What I suspected was: that I would ride more - because I would have less resistance to the idea of going for pretty much any ride I wanted to go on - in other words - I no longer really care if it's a fairly long ride because I don't really worry about running out of steam out somewhere I'd rather not be. I also don't fear hilly areas or rougher areas - it's kind of a cross between biking and motocross.

So next, I bought a "real" ebike - a used Ecotric in Like New condition and it has been excellent as well - all things considered.

Now I know that I like EBikes - without question. And now I intend to invest a bit more (and sell all the ebikes I have at this time).

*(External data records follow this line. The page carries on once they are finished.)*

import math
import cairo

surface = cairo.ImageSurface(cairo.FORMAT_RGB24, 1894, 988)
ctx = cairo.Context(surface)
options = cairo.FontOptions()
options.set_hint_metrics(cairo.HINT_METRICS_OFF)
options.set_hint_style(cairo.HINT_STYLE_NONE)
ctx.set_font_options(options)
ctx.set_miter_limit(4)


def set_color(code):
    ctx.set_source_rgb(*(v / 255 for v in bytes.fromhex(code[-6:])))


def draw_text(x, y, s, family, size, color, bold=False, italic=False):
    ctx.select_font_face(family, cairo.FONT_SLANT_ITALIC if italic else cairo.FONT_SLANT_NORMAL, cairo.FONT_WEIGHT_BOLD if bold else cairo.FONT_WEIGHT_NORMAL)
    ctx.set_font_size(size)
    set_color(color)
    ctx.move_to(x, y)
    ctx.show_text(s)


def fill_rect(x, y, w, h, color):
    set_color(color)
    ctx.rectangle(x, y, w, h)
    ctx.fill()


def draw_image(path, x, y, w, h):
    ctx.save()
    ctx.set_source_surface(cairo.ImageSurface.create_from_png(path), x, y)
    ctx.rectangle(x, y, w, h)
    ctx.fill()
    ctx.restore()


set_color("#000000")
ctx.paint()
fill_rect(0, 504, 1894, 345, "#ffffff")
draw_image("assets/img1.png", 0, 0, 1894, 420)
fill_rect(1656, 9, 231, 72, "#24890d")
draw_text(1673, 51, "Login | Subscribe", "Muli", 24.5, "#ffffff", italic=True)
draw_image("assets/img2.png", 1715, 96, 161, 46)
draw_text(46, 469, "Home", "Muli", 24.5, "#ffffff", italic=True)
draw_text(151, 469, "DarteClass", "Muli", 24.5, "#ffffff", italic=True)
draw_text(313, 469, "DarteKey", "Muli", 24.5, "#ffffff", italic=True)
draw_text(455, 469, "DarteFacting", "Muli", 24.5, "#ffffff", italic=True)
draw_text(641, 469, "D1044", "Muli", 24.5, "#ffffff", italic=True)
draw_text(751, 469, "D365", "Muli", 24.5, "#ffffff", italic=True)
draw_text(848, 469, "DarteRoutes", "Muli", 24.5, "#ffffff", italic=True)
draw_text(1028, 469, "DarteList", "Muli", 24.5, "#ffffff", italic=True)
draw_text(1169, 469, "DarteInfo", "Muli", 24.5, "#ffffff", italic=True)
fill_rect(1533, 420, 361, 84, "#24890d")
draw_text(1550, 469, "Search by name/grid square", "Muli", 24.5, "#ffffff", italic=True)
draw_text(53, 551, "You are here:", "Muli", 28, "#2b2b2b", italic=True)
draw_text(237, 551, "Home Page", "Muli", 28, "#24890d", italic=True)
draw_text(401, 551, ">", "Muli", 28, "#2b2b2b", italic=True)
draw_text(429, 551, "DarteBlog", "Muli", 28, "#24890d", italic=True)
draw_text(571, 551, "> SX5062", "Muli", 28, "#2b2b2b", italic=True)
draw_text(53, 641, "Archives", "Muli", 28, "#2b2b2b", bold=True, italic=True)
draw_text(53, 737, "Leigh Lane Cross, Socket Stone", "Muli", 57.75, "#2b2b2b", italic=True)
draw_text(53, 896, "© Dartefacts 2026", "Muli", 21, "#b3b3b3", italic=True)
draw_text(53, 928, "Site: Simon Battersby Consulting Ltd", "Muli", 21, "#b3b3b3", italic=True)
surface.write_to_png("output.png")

One of the key reasons that I am on this site is that is wanted your input on the following:

Basically, what I see mainly in the market are inexpensive "heavy steel bikes" that have been created as e-bikes and sell for premium prices that make no sense to me, unless I was selling them.
I am leaning heavily toward buying a good light strong aluminum bike like my son's Trek that I can lift easily and adding a hub motor (probably in the rear), with the battery on a rear stand like the original Specialized ebike I bought (as shown in the pictures).

Specifically for myself, I am looking at something like a Specialized Stumpjumper full suspension Aluminum Alloy bike - they can be found in very good condition used for less than $1,000, and can easily handle my 200 pounds. I am familiar with front, mid, and rear motors and I am leaning toward a rear hub motor (though I have had no problem with the front hub bike I own).

I do prefer an upright riding position, it is actually mandatory: My wrists cannot take a pounding and the seat I MUST use, has to be a noseless seat or I go numb down south.

I'm really wondering if I have overlooked something regarding putting a good rear hub motor on a solid light well made bike. On my first bike, the Specialized, without the big battery it is just a couple of pounds heavier than it was originally. So when I put it on the bike rack with the battery inside the car, it is still just a light "normal" bike. Am I missing something? Is there a good reason for all the heavy steel bikes in the e-bike category other than manufacturing and seller cost ratio considerations?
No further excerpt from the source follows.